Entender por qué una política internacional ambiciosa y productiva sufrió un brusco parón y cambio de rumbo es crucial para entender qué política internacional puede permitirse España, dados sus equilibrios políticos internos, las alineaciones ideológicas de la sociedad, sus recursos materiales, etc. Entenderlo bien es esencial para que sea posible un relanzamiento de una política internacional ambiciosa y de alto rendimiento exterior, en la línea de lo que se propuso y consiguió en gran medida el señor Aznar.

Pero antes de entrar en materia advirtamos que el marco teórico que se acaba de proponer es la lente con que el autor de este comentario observa lo que el señor Trillo dice, y no algo que el señor Trillo haya puesto en su libro o que el autor quiera atribuirle.

No tarda el señor Trillo ni nueve páginas de su obra en dar indicios de que el marco teórico propuesto no anda del todo descaminado. Lo primero que había que hacer cuando él llegó al ministerio, nos dice, era despejar los obstáculos que se opusieran, desde cualquier institución de la defensa, a la política del Gobierno. Los mecanismos institucionales de la defensa no estaban preparados para enfrentar el nuevo ciclo de la política exterior e internacional del Gobierno, nos da a entender Trillo. Porque en la página 27 cuenta el ex ministro que con lo primero que tuvo que enfrentarse fue con las reticencias de los mandos militares a adaptarse a las regulaciones impuestas por ley a las relaciones entre el Gobierno y el ministerio, por un lado, y las estructuras puramente militares encarnadas en los cuarteles generales de los Ejércitos, por otro. Pero lo que es aún más significativo, había que ajustar las relaciones mutuas entre los cuarteles generales, y las de éstos con los órganos centrales de la defensa puramente militares, ya que aquéllos conservaban aún reminiscencias de su autonomía como antiguos ministerios. Sólo después de afirmar al joven ministerio como órgano central de la defensa podía pensar el ministro en hacer de esta política una parte integral de la política internacional del Gobierno. El ex ministro lo dice claramente: «Los jefes de Estado Mayor no son la punta de lanza de los ejércitos en el Gobierno, sino la punta de lanza de la política de Defensa del Gobierno en los Ejércitos»2.

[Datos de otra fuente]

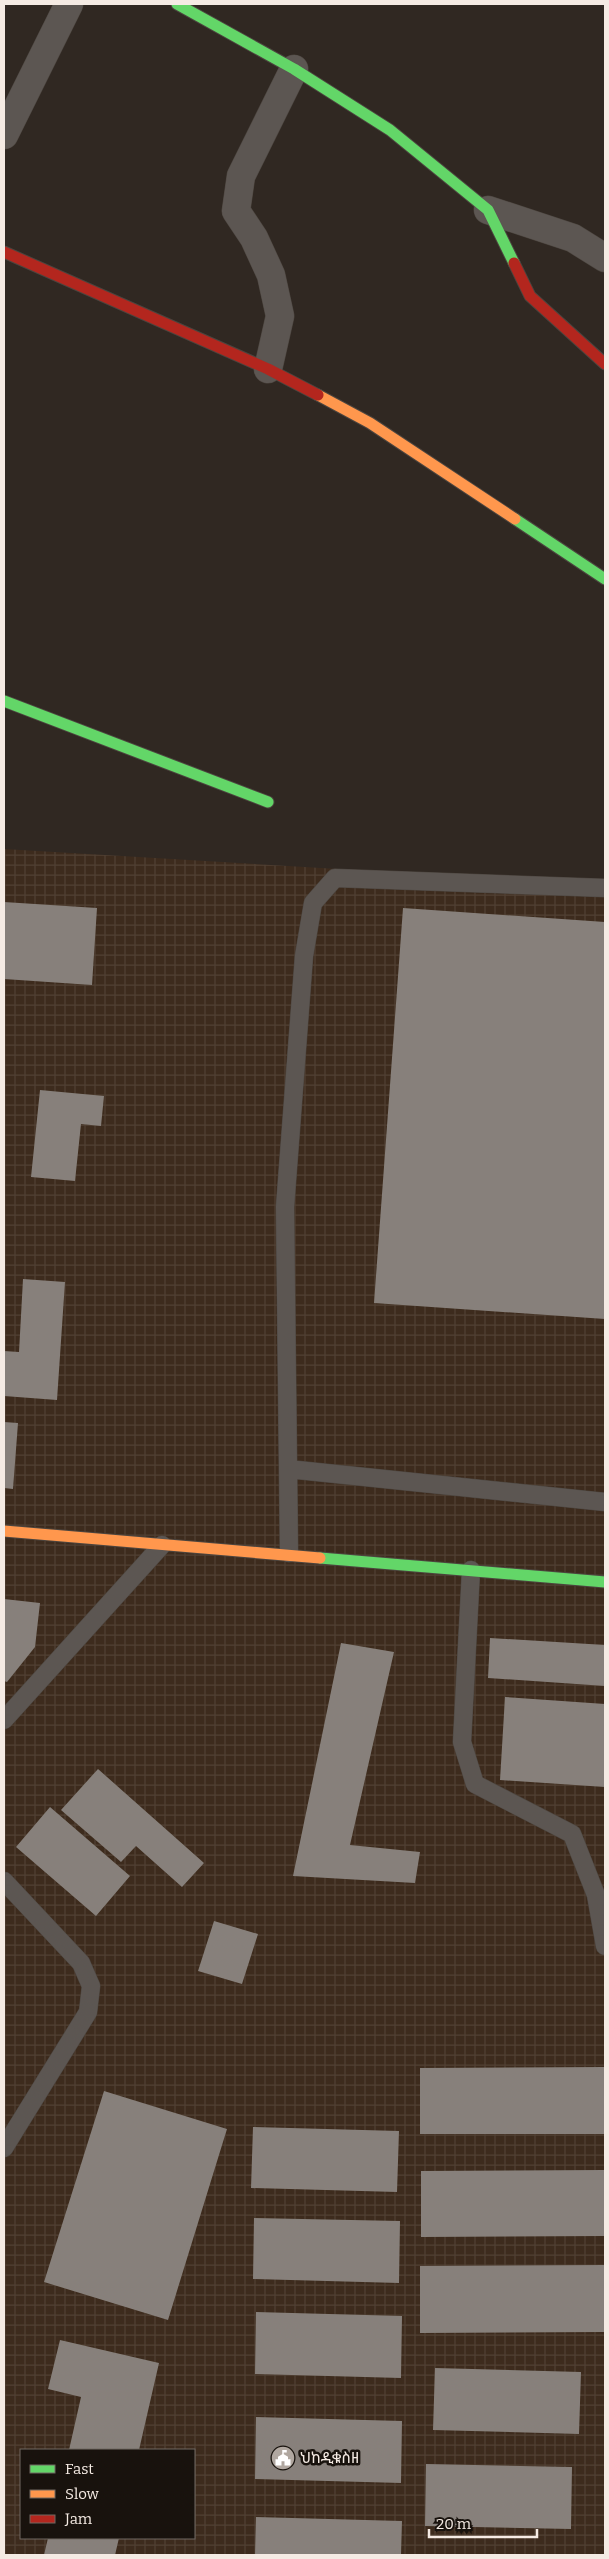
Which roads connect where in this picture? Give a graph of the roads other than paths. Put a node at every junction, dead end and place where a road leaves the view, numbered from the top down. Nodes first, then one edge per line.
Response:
1 (69, 4) edge
2 (177, 4) edge
3 (294, 69) junction
4 (4, 135) edge
5 (488, 210) junction
6 (4, 252) edge
7 (605, 258) edge
8 (605, 364) edge
9 (268, 369) junction
10 (605, 579) edge
11 (4, 701) edge
12 (268, 802) dead end
13 (605, 888) edge
14 (288, 1470) junction
15 (605, 1502) edge
16 (4, 1531) edge
17 (162, 1545) junction
18 (289, 1553) junction
19 (470, 1570) junction
20 (605, 1582) edge
21 (4, 1720) edge
22 (4, 1881) edge
23 (605, 1946) edge
24 (4, 2148) edge

1 - 4 street
2 - 3 street
3 - 5 street
3 - 9 street
5 - 7 street
5 - 8 street
6 - 9 street
9 - 10 street
11 - 12 street
13 - 14 lane
14 - 15 lane
14 - 18 lane
16 - 17 street
17 - 18 street
17 - 21 lane
18 - 19 street
19 - 20 street
19 - 23 lane
22 - 24 lane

La dimensión internacional de la política de la defensa adquirió prioridad absoluta en la planificación militar impulsada por Trillo. «Primera área», la llama, comprendiendo en ella la creciente participación en las estructuras de mando y organización de la OTAN, el lanzamiento de la política europea de seguridad y defensa y las misiones internacionales.

Fue con esas miras como se adelantó en varios años la profesionalización de los ejércitos y se reconstituyó el CESID bajo más estrecho control del Gobierno. Las obligaciones internacionales contraídas y la profesionalización de los Ejércitos forzaron a introducir programas de modernización del armamento y equipo, lo que a su vez exigió fuertes inversiones e hizo deseable y políticamente necesaria la participación de las industrias y la tecnología españolas de defensa.

Para hacer posible esta participación era necesario cumplir tres requisitos. Uno de ellos, adquirir nuevas capacidades, de las que España siempre había carecido, como el transporte aéreo y naval de alcance estratégico, y una modernización general de los equipos, métodos y doctrinas. El segundo, hacer interoperables con los otros Ejércitos aliados los sistemas de armas y poner a éstos en condiciones de competir en el mercado internacional por calidad y precios. Y el tercero y más importante, reclamar para las Fuerzas Armadas españolas el nivel de representatividad y mando que correspondía a su dimensión y responsabilidades, en términos de cuarteles generales, mando de unidades, etc. Esto se consiguió cumplidamente con la calificación de varios cuarteles generales como centros operativos o de planificación de la OTAN, mando del Eurocuerpo, etc., así como liderazgo militar en algunas misiones internacionales.

POLÍTICA INTERNACIONAL DE AZNAR

El impulso político para llevar a cabo estas iniciativas venía del presidente del Gobierno, dice Trillo. En Aznar primaba la preferencia atlántica sobre la europea. Trillo atribuye esta preferencia al hecho de que el Tratado del Atlántico Norte provee a España de la garantía de su defensa por los otros aliados, como casus foederis, lo que no es el caso de los instrumentos legales constitutivos de la identidad europea de seguridad y defensa, que pasó durante el mandato de Trillo en Defensa por fases en que las declaraciones «de cara a la galería» y Estados Mayores más ornamentales que eficaces eran todo lo que había (Trillo).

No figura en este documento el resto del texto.